TASK STATEMENT >>
From the entries below, count the lines with "paths". Write only the count.

EXTRACTED ENTRIES >>
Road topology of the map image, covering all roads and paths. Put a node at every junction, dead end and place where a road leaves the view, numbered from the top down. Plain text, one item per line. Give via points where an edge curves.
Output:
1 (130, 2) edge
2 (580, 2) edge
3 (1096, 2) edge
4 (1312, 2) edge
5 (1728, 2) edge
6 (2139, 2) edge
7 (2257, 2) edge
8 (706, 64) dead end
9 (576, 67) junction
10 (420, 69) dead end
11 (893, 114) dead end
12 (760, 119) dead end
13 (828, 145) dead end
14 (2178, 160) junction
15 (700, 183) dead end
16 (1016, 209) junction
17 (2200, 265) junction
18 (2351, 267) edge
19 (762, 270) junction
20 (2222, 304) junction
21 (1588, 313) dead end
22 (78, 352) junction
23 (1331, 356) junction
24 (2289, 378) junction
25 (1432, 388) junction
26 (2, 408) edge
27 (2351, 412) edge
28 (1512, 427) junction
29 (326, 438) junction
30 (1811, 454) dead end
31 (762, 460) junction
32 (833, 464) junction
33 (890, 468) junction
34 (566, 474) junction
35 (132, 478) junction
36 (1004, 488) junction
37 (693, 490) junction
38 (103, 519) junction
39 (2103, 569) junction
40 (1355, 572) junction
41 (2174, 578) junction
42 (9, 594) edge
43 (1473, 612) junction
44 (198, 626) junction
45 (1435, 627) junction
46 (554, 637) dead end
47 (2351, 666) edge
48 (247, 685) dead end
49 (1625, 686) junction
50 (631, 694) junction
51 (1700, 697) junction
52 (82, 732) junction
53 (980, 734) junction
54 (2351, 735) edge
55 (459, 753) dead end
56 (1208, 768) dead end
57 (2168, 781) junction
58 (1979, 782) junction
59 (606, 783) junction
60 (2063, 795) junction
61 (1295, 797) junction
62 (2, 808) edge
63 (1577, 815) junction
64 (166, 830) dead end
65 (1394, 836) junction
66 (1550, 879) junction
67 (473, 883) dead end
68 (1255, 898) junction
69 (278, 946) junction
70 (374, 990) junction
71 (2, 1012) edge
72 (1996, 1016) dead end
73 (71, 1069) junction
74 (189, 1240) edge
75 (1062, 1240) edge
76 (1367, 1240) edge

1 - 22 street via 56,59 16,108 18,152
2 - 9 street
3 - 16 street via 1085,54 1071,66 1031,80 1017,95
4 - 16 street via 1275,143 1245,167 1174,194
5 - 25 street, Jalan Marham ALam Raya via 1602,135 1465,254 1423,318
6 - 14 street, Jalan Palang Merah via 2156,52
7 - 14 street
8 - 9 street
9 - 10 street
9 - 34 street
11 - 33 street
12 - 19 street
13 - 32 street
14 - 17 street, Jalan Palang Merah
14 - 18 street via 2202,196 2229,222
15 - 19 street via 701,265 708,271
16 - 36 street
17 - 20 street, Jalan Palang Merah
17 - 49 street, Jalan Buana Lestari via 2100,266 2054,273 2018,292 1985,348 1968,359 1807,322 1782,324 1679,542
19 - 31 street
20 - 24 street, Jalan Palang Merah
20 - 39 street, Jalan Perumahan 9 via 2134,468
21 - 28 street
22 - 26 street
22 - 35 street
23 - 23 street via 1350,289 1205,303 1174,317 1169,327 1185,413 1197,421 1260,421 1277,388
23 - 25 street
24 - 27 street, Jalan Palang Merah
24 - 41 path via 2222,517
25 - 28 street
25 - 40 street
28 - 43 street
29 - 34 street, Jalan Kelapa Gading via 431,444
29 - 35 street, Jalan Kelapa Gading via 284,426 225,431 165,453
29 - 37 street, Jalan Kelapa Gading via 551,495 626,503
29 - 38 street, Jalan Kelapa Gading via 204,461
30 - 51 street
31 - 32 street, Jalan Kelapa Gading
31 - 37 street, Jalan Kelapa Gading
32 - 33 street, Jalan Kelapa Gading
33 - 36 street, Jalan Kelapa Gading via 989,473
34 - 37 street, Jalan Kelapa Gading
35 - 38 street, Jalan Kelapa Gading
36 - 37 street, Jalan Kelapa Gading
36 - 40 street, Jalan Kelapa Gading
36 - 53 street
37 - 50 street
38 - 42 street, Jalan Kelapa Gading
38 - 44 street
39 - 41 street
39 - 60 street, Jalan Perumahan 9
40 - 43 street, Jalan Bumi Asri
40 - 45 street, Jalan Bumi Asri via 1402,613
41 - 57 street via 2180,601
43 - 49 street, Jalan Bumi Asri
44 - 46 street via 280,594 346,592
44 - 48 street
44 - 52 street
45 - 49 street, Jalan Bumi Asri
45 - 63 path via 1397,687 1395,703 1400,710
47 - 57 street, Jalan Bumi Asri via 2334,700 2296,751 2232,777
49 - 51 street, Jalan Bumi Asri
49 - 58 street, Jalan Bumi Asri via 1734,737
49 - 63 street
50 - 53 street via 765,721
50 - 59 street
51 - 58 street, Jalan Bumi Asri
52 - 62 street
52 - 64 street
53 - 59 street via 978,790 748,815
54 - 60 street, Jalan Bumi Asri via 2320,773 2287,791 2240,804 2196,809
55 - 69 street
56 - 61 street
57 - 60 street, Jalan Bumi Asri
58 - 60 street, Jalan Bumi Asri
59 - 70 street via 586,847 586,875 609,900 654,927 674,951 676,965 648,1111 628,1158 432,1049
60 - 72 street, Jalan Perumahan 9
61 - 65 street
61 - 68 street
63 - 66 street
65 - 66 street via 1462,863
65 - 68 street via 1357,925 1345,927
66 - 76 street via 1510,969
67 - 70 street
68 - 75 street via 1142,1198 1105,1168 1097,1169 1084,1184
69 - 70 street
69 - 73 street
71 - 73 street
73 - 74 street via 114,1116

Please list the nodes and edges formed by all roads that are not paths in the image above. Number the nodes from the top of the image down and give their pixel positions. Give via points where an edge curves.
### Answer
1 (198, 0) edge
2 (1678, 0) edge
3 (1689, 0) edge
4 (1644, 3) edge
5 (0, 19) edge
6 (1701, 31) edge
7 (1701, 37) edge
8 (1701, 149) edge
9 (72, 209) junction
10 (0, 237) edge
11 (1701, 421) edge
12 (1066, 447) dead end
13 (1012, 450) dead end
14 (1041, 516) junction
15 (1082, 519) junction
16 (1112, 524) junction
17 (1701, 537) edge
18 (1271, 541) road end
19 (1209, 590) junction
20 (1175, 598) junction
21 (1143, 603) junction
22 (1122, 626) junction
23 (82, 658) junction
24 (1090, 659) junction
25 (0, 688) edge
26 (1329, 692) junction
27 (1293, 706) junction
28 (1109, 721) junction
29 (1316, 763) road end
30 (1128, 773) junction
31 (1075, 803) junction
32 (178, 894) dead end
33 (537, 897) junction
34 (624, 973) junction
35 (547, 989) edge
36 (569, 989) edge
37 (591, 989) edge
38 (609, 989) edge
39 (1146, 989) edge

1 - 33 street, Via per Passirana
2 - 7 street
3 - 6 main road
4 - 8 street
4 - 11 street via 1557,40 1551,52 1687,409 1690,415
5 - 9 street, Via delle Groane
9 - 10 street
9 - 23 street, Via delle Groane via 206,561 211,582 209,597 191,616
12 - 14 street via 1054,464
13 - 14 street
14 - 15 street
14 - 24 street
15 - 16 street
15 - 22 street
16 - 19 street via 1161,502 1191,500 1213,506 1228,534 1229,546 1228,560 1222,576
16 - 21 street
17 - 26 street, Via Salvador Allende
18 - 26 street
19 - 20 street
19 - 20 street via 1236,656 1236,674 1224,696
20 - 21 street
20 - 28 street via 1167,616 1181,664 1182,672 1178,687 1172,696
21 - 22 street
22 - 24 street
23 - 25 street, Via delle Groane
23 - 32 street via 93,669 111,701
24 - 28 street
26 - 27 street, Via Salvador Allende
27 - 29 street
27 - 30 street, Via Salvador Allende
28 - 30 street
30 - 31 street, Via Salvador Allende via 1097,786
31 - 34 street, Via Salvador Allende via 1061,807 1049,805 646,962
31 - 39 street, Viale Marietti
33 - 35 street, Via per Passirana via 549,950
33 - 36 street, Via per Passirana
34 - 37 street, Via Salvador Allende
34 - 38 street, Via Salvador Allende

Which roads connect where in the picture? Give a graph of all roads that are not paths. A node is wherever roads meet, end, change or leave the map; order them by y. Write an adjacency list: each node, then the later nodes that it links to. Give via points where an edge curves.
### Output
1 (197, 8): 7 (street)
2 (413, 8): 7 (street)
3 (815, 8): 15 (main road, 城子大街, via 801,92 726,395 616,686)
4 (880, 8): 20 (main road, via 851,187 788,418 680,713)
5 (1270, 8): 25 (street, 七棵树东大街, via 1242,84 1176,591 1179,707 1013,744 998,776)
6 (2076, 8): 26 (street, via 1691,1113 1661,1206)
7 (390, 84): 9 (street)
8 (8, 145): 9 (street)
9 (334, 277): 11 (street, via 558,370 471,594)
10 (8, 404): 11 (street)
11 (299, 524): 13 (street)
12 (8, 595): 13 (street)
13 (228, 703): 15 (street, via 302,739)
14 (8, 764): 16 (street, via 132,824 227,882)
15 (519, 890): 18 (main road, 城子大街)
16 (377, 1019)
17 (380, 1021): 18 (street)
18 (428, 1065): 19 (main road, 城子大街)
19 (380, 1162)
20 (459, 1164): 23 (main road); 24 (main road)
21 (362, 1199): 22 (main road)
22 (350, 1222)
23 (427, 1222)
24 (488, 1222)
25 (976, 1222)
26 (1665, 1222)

OUTPUT BELOW >>
3